D'UN ALPHABET L'AUTRE


Le passage d'un alphabet à l'autre est toujours périlleux et jamais pleinement satisfaisant. À preuve la translittération des mots grecs en français, un sacré sac de nœuds.

Exemple : le nom d'un des plus grands poètes grecs. En version originale, il s'appelle Κωνσταντίνος Καβάφης, ce qui peut se transcrire lettre-à-lettre ainsi : Constantinos Cavafis (mais on pourrait remplacer les deux C initiaux par des K), et s'accentue sur l'avant-dernière syllabe du prénom et du nom : ConnstannDInos CaVAfis. Le poète lui-même avait choisi de s'écrire Cavafy, ce qui lui semblait plus anglais, plus chic. Il vivait à Alexandrie, ville cosmopolite à l'époque, parlait couramment le français et l'anglais, affectant même, dit-on, un léger accent britannique.
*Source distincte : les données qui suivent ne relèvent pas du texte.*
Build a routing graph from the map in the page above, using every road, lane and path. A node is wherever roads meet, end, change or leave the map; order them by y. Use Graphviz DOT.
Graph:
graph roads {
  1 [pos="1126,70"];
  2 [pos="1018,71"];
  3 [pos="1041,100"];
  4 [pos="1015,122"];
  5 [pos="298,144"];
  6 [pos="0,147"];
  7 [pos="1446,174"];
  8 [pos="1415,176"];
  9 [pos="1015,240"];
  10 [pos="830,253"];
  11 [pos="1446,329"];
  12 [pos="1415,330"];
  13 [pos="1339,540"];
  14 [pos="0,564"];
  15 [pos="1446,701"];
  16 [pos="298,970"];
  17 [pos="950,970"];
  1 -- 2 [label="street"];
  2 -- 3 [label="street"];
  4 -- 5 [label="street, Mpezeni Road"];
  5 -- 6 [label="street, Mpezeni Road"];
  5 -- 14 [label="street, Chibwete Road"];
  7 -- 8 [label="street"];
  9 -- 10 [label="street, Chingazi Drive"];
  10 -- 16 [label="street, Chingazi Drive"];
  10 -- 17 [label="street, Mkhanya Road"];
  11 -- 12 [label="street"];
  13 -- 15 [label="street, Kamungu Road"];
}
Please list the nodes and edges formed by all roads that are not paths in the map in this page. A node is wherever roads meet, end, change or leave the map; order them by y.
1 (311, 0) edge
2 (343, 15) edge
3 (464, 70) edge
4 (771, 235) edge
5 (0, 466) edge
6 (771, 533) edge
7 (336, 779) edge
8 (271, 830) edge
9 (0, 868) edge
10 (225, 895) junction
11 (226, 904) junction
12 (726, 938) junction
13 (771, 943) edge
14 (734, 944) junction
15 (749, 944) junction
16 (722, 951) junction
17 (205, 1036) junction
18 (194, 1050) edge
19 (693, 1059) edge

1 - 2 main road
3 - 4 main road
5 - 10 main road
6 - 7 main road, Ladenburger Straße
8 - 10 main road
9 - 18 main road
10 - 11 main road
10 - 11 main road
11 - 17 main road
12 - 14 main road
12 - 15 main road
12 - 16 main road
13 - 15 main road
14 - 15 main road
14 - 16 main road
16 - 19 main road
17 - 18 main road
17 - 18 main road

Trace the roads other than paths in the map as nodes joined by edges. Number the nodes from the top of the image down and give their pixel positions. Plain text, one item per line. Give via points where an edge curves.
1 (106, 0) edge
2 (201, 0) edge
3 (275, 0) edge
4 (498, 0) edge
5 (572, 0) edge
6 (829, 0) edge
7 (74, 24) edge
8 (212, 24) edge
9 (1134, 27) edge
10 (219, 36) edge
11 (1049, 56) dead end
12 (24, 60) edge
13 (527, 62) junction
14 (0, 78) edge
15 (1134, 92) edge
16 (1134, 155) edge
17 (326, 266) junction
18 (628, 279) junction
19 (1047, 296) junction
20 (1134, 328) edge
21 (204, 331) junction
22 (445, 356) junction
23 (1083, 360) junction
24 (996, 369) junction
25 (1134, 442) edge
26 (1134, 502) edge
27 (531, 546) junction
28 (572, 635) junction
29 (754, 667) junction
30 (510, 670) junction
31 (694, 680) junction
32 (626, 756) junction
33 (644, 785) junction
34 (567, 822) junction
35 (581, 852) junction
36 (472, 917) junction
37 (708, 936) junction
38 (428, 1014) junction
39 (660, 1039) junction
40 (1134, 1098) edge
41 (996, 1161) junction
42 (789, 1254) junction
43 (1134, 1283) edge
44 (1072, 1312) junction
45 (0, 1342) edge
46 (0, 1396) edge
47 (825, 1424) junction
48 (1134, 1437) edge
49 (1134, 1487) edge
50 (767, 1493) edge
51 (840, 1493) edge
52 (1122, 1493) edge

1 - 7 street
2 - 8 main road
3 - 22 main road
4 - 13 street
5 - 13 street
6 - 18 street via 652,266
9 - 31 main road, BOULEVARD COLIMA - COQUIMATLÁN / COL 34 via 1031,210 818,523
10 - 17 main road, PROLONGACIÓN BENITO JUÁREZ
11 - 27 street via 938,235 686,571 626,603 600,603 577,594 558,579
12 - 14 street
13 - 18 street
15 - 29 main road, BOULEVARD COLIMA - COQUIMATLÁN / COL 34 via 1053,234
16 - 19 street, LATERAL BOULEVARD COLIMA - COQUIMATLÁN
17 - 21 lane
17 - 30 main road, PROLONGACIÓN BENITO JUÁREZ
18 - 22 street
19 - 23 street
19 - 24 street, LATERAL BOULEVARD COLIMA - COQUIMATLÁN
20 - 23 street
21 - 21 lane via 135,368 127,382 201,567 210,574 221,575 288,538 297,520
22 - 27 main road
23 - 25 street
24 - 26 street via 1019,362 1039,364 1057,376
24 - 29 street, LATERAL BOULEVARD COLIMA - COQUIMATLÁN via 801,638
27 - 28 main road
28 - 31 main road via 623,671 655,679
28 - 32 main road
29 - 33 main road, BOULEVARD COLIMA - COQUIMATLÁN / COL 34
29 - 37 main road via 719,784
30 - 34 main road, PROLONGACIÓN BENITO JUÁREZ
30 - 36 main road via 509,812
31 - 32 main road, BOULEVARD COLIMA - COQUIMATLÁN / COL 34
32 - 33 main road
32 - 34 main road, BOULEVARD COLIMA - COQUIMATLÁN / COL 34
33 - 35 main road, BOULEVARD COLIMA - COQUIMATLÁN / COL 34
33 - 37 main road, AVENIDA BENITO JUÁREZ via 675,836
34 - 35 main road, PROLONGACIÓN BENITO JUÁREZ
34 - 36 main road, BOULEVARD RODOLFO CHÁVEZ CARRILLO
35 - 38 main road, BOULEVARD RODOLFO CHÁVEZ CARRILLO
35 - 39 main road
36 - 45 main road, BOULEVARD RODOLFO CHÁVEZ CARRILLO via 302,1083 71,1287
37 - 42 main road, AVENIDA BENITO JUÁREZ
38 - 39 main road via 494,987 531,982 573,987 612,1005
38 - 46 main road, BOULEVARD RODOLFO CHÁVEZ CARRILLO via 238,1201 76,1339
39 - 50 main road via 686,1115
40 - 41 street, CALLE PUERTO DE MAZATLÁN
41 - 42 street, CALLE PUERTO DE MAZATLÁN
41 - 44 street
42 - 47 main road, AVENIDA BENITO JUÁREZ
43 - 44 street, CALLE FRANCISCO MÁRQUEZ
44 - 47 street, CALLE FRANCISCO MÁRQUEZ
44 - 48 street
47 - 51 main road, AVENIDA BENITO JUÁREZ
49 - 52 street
Aujourd'hui, c'est la pagaille. Les Allemands et les Italiens lui désobéissent : il est connu chez eux sous le nom de Kavafis, tandis que les pays anglophones, docilement, lui donnent du Cavafy, graphie que ses traducteurs français successifs, de Marguerite Yourcenar à Ange S. Vlachos, ont eux aussi repris pieusement, pendant longtemps. Pourtant ce Cavafy pose problème, tout officiel qu'il soit. Contrairement à ce qu'affirme dans sa préface Mme Yourcenar, qui traduisit le poète sans connaître sa langue, le S final se prononce encore en grec aujourd'hui ! Cavafy, de nos jours, est la survivance un peu ringarde d'une époque où les noms étrangers, pour passer la frontière, devaient revêtir le costume du pays d'accueil — comme les Dupondt dans Tintin. On ne rhabille plus le duc de Buckingham en M. de Bouquinquant, comme au XVIIe siècle, mais on voyait encore débarquer, il y a cinquante ans, un Jean Ritsos ou un Georges Séféris — alors que nul Grec n'a jamais osé donner à lire à ses compatriotes un Yorgos Simenon ou une Margarita Yourcenar.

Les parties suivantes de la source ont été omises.